• _WHAT THE EXERCISE ASKS_
Send back all of the records, each one exactly as written.

Data entries
####

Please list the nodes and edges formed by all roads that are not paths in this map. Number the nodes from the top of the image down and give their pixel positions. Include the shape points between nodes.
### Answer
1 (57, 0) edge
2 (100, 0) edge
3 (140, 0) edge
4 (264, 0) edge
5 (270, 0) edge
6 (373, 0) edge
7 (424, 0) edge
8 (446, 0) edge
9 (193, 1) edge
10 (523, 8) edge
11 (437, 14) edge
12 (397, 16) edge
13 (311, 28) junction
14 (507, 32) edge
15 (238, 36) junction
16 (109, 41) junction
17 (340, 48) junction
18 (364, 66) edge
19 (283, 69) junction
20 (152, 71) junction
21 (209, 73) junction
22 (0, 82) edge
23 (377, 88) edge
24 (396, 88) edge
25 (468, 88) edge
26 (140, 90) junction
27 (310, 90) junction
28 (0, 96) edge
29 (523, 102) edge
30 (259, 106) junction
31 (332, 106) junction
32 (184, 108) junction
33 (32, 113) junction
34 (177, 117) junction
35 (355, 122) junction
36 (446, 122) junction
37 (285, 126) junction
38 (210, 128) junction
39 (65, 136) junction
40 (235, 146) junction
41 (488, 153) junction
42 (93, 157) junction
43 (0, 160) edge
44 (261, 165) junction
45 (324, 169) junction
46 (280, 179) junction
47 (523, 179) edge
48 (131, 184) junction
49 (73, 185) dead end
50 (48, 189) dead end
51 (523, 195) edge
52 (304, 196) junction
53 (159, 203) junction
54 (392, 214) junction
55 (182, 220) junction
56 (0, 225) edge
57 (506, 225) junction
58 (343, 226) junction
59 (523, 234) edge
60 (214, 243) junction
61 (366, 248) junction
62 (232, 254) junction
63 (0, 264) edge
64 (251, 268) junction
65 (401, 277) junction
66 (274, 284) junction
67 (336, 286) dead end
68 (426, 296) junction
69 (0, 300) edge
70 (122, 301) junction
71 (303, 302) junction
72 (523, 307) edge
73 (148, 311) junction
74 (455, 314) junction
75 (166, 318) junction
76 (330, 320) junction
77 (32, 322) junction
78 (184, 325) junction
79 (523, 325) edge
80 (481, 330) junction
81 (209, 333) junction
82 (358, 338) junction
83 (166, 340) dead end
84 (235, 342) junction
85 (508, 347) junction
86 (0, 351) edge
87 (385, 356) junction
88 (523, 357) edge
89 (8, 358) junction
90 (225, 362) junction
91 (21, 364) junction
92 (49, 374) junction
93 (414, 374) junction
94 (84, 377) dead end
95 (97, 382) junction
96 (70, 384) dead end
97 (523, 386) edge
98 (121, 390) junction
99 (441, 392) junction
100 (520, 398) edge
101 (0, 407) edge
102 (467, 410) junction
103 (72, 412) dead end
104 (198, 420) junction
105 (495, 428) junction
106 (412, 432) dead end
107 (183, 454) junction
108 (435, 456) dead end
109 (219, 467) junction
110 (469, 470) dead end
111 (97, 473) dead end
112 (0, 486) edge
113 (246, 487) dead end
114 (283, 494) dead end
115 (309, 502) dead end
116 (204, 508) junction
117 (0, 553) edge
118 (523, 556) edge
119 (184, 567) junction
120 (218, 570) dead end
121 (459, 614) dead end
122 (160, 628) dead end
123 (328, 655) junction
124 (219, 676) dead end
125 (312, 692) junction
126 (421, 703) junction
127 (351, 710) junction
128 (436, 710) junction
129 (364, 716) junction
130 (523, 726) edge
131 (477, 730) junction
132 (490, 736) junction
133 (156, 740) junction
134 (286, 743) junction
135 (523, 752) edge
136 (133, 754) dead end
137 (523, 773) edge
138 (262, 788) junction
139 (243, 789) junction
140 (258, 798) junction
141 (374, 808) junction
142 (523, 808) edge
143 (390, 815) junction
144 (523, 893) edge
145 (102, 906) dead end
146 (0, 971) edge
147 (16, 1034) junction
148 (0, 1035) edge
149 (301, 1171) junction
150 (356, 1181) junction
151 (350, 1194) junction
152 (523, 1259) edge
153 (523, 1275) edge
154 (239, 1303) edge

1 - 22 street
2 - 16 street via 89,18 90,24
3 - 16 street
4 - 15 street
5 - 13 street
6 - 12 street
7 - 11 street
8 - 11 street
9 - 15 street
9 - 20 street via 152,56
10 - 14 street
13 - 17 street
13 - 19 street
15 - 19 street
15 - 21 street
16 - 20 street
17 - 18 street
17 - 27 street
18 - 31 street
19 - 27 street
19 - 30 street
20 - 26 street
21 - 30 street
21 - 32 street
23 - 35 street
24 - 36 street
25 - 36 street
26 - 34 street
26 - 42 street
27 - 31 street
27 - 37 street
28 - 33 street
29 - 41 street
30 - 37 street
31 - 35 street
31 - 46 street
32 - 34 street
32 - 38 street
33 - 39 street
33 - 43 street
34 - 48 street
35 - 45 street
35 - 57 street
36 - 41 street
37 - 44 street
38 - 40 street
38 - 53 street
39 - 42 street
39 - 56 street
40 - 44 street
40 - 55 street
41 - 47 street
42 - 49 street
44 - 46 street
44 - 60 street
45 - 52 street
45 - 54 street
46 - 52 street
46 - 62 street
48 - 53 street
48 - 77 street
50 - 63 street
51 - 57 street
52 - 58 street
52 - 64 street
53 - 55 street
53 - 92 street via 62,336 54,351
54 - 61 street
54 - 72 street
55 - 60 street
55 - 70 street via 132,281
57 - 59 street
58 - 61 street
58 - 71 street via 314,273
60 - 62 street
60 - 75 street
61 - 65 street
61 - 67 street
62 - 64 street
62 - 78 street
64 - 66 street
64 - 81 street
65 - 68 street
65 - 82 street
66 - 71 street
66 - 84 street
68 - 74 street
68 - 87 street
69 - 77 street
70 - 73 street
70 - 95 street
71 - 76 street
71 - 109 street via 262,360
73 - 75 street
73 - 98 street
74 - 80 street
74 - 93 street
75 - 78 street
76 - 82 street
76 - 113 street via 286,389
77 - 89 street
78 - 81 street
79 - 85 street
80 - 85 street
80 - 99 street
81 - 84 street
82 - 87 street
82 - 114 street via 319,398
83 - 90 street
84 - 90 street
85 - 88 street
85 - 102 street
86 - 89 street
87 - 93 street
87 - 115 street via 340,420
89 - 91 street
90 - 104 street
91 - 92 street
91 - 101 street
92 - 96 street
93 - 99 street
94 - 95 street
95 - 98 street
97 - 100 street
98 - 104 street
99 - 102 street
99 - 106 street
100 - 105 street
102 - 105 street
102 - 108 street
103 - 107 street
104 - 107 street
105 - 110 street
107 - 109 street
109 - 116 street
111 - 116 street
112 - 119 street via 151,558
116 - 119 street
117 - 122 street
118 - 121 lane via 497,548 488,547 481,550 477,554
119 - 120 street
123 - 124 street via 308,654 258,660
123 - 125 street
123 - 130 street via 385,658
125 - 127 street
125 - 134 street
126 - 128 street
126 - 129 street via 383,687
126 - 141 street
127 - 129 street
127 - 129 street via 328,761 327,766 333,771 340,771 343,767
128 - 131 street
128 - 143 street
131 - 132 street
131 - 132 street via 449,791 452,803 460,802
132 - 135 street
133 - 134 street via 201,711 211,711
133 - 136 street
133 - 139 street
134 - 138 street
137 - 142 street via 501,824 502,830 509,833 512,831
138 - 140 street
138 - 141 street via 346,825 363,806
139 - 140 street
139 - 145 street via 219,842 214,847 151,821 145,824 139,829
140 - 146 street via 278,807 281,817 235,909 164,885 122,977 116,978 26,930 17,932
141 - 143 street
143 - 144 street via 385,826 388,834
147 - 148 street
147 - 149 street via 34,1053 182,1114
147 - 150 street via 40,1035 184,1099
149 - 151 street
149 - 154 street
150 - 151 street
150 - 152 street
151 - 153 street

####

• _TASK RESULT_
Please list the nodes and edges formed by all roads that are not paths in this map. Number the nodes from the top of the image down and give their pixel positions. Include the shape points between nodes.
### Answer
1 (57, 0) edge
2 (100, 0) edge
3 (140, 0) edge
4 (264, 0) edge
5 (270, 0) edge
6 (373, 0) edge
7 (424, 0) edge
8 (446, 0) edge
9 (193, 1) edge
10 (523, 8) edge
11 (437, 14) edge
12 (397, 16) edge
13 (311, 28) junction
14 (507, 32) edge
15 (238, 36) junction
16 (109, 41) junction
17 (340, 48) junction
18 (364, 66) edge
19 (283, 69) junction
20 (152, 71) junction
21 (209, 73) junction
22 (0, 82) edge
23 (377, 88) edge
24 (396, 88) edge
25 (468, 88) edge
26 (140, 90) junction
27 (310, 90) junction
28 (0, 96) edge
29 (523, 102) edge
30 (259, 106) junction
31 (332, 106) junction
32 (184, 108) junction
33 (32, 113) junction
34 (177, 117) junction
35 (355, 122) junction
36 (446, 122) junction
37 (285, 126) junction
38 (210, 128) junction
39 (65, 136) junction
40 (235, 146) junction
41 (488, 153) junction
42 (93, 157) junction
43 (0, 160) edge
44 (261, 165) junction
45 (324, 169) junction
46 (280, 179) junction
47 (523, 179) edge
48 (131, 184) junction
49 (73, 185) dead end
50 (48, 189) dead end
51 (523, 195) edge
52 (304, 196) junction
53 (159, 203) junction
54 (392, 214) junction
55 (182, 220) junction
56 (0, 225) edge
57 (506, 225) junction
58 (343, 226) junction
59 (523, 234) edge
60 (214, 243) junction
61 (366, 248) junction
62 (232, 254) junction
63 (0, 264) edge
64 (251, 268) junction
65 (401, 277) junction
66 (274, 284) junction
67 (336, 286) dead end
68 (426, 296) junction
69 (0, 300) edge
70 (122, 301) junction
71 (303, 302) junction
72 (523, 307) edge
73 (148, 311) junction
74 (455, 314) junction
75 (166, 318) junction
76 (330, 320) junction
77 (32, 322) junction
78 (184, 325) junction
79 (523, 325) edge
80 (481, 330) junction
81 (209, 333) junction
82 (358, 338) junction
83 (166, 340) dead end
84 (235, 342) junction
85 (508, 347) junction
86 (0, 351) edge
87 (385, 356) junction
88 (523, 357) edge
89 (8, 358) junction
90 (225, 362) junction
91 (21, 364) junction
92 (49, 374) junction
93 (414, 374) junction
94 (84, 377) dead end
95 (97, 382) junction
96 (70, 384) dead end
97 (523, 386) edge
98 (121, 390) junction
99 (441, 392) junction
100 (520, 398) edge
101 (0, 407) edge
102 (467, 410) junction
103 (72, 412) dead end
104 (198, 420) junction
105 (495, 428) junction
106 (412, 432) dead end
107 (183, 454) junction
108 (435, 456) dead end
109 (219, 467) junction
110 (469, 470) dead end
111 (97, 473) dead end
112 (0, 486) edge
113 (246, 487) dead end
114 (283, 494) dead end
115 (309, 502) dead end
116 (204, 508) junction
117 (0, 553) edge
118 (523, 556) edge
119 (184, 567) junction
120 (218, 570) dead end
121 (459, 614) dead end
122 (160, 628) dead end
123 (328, 655) junction
124 (219, 676) dead end
125 (312, 692) junction
126 (421, 703) junction
127 (351, 710) junction
128 (436, 710) junction
129 (364, 716) junction
130 (523, 726) edge
131 (477, 730) junction
132 (490, 736) junction
133 (156, 740) junction
134 (286, 743) junction
135 (523, 752) edge
136 (133, 754) dead end
137 (523, 773) edge
138 (262, 788) junction
139 (243, 789) junction
140 (258, 798) junction
141 (374, 808) junction
142 (523, 808) edge
143 (390, 815) junction
144 (523, 893) edge
145 (102, 906) dead end
146 (0, 971) edge
147 (16, 1034) junction
148 (0, 1035) edge
149 (301, 1171) junction
150 (356, 1181) junction
151 (350, 1194) junction
152 (523, 1259) edge
153 (523, 1275) edge
154 (239, 1303) edge

1 - 22 street
2 - 16 street via 89,18 90,24
3 - 16 street
4 - 15 street
5 - 13 street
6 - 12 street
7 - 11 street
8 - 11 street
9 - 15 street
9 - 20 street via 152,56
10 - 14 street
13 - 17 street
13 - 19 street
15 - 19 street
15 - 21 street
16 - 20 street
17 - 18 street
17 - 27 street
18 - 31 street
19 - 27 street
19 - 30 street
20 - 26 street
21 - 30 street
21 - 32 street
23 - 35 street
24 - 36 street
25 - 36 street
26 - 34 street
26 - 42 street
27 - 31 street
27 - 37 street
28 - 33 street
29 - 41 street
30 - 37 street
31 - 35 street
31 - 46 street
32 - 34 street
32 - 38 street
33 - 39 street
33 - 43 street
34 - 48 street
35 - 45 street
35 - 57 street
36 - 41 street
37 - 44 street
38 - 40 street
38 - 53 street
39 - 42 street
39 - 56 street
40 - 44 street
40 - 55 street
41 - 47 street
42 - 49 street
44 - 46 street
44 - 60 street
45 - 52 street
45 - 54 street
46 - 52 street
46 - 62 street
48 - 53 street
48 - 77 street
50 - 63 street
51 - 57 street
52 - 58 street
52 - 64 street
53 - 55 street
53 - 92 street via 62,336 54,351
54 - 61 street
54 - 72 street
55 - 60 street
55 - 70 street via 132,281
57 - 59 street
58 - 61 street
58 - 71 street via 314,273
60 - 62 street
60 - 75 street
61 - 65 street
61 - 67 street
62 - 64 street
62 - 78 street
64 - 66 street
64 - 81 street
65 - 68 street
65 - 82 street
66 - 71 street
66 - 84 street
68 - 74 street
68 - 87 street
69 - 77 street
70 - 73 street
70 - 95 street
71 - 76 street
71 - 109 street via 262,360
73 - 75 street
73 - 98 street
74 - 80 street
74 - 93 street
75 - 78 street
76 - 82 street
76 - 113 street via 286,389
77 - 89 street
78 - 81 street
79 - 85 street
80 - 85 street
80 - 99 street
81 - 84 street
82 - 87 street
82 - 114 street via 319,398
83 - 90 street
84 - 90 street
85 - 88 street
85 - 102 street
86 - 89 street
87 - 93 street
87 - 115 street via 340,420
89 - 91 street
90 - 104 street
91 - 92 street
91 - 101 street
92 - 96 street
93 - 99 street
94 - 95 street
95 - 98 street
97 - 100 street
98 - 104 street
99 - 102 street
99 - 106 street
100 - 105 street
102 - 105 street
102 - 108 street
103 - 107 street
104 - 107 street
105 - 110 street
107 - 109 street
109 - 116 street
111 - 116 street
112 - 119 street via 151,558
116 - 119 street
117 - 122 street
118 - 121 lane via 497,548 488,547 481,550 477,554
119 - 120 street
123 - 124 street via 308,654 258,660
123 - 125 street
123 - 130 street via 385,658
125 - 127 street
125 - 134 street
126 - 128 street
126 - 129 street via 383,687
126 - 141 street
127 - 129 street
127 - 129 street via 328,761 327,766 333,771 340,771 343,767
128 - 131 street
128 - 143 street
131 - 132 street
131 - 132 street via 449,791 452,803 460,802
132 - 135 street
133 - 134 street via 201,711 211,711
133 - 136 street
133 - 139 street
134 - 138 street
137 - 142 street via 501,824 502,830 509,833 512,831
138 - 140 street
138 - 141 street via 346,825 363,806
139 - 140 street
139 - 145 street via 219,842 214,847 151,821 145,824 139,829
140 - 146 street via 278,807 281,817 235,909 164,885 122,977 116,978 26,930 17,932
141 - 143 street
143 - 144 street via 385,826 388,834
147 - 148 street
147 - 149 street via 34,1053 182,1114
147 - 150 street via 40,1035 184,1099
149 - 151 street
149 - 154 street
150 - 151 street
150 - 152 street
151 - 153 street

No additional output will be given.